A top Israeli hospital official has expressed the hope that the government will not impose a new lockdown, arguing that fears over the recent string of COVID outbreaks have been exaggerated.
Prof. Jonathan Halevy, president and former director-general of the Shaare Zedek Medical Center in Jerusalem, spoke with Radio 103FM Friday morning about the spread of the Indian or “Delta” variant of the coronavirus, and recent proclamations by government officials regarding the possibility of a new lockdown.
“I really hope that we don’t get to another lockdown,” Halevy said, noting that while there has been a significant spike in the number of new COVID cases, the number of seriously ill patients has remained low.
“The question is how to look at the number of confirmed cases. The question is whether this number tells us the full story. The number of seriously ill patients should be more of a guide for us than the number of new cases.”
While expressing opposition to new lockdowns, Halevy said he backed "moderate steps" to curb the new outbreaks, but hinted that recent government declarations may be sowing “panic.”

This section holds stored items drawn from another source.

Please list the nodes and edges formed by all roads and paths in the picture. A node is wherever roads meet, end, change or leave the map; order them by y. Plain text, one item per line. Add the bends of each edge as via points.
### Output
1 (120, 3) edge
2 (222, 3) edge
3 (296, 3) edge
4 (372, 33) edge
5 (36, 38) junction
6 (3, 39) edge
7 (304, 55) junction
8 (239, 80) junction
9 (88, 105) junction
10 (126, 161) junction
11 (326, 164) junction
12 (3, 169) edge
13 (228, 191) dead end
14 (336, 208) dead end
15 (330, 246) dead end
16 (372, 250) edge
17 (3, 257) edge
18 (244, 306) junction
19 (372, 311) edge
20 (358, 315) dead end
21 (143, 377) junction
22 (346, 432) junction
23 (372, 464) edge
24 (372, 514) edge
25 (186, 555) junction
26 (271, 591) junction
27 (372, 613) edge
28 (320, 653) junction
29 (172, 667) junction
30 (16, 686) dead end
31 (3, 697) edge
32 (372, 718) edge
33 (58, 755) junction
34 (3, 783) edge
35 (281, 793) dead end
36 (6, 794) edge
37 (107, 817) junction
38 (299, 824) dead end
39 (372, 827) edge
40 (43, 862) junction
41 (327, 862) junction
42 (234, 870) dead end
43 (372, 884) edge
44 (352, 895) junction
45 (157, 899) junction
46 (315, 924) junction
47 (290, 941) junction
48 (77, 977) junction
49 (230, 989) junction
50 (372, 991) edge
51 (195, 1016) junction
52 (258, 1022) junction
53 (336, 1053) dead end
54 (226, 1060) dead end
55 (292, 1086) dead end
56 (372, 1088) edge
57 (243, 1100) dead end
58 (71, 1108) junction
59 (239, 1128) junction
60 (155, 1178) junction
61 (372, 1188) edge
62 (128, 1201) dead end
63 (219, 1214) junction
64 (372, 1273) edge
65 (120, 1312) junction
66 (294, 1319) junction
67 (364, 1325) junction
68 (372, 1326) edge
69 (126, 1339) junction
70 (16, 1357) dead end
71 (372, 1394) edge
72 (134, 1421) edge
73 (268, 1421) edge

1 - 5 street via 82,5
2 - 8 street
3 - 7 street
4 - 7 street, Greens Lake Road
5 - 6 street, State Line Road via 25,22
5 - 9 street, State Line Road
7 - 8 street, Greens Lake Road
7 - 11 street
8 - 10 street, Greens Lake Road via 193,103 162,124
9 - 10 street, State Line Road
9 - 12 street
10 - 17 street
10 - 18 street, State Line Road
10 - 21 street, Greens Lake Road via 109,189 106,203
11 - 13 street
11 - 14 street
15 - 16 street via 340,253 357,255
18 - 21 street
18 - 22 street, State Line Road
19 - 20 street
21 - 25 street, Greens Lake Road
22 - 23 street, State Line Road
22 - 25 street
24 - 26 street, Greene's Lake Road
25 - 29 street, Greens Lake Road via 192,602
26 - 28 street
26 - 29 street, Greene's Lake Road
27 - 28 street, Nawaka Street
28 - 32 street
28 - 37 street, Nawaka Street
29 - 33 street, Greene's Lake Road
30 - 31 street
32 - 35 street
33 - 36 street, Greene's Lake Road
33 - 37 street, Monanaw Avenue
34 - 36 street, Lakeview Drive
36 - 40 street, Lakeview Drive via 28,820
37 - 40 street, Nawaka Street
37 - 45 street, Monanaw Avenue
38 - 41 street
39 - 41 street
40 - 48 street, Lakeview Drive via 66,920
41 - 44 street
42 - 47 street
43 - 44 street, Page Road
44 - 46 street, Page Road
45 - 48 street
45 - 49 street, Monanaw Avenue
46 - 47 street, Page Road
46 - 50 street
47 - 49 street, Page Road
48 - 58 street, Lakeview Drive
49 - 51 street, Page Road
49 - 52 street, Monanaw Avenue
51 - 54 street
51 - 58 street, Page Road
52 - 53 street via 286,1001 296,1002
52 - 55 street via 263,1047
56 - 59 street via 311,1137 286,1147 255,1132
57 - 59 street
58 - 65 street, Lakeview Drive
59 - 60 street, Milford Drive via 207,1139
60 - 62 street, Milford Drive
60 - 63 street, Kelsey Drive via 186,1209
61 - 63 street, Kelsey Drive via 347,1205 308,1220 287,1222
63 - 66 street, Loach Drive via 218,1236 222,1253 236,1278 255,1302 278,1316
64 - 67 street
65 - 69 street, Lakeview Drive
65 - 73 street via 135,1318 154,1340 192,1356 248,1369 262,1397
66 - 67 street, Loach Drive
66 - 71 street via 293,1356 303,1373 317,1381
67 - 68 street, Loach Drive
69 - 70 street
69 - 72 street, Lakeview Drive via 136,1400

“I’m not panicking, and [panic] isn’t what should be deciding what steps we take. I don’t understand what’s behind Bennett’s announcement that we’re headed towards a lockdown.
“I’m in favor of these moderate steps, and if I was director-general of the Health Ministry, I would also demand new restrictions. But there are also debates within the Health Ministry. We need to keep a close watch on the numbers, as we can’t let the number of seriously ill patients threaten the healthcare system.
“There is an exaggerated panic, but we also shouldn’t become complacent. If the public shows confidence in the regulations and adheres to social distancing rules, we will be able to overcome this wave.”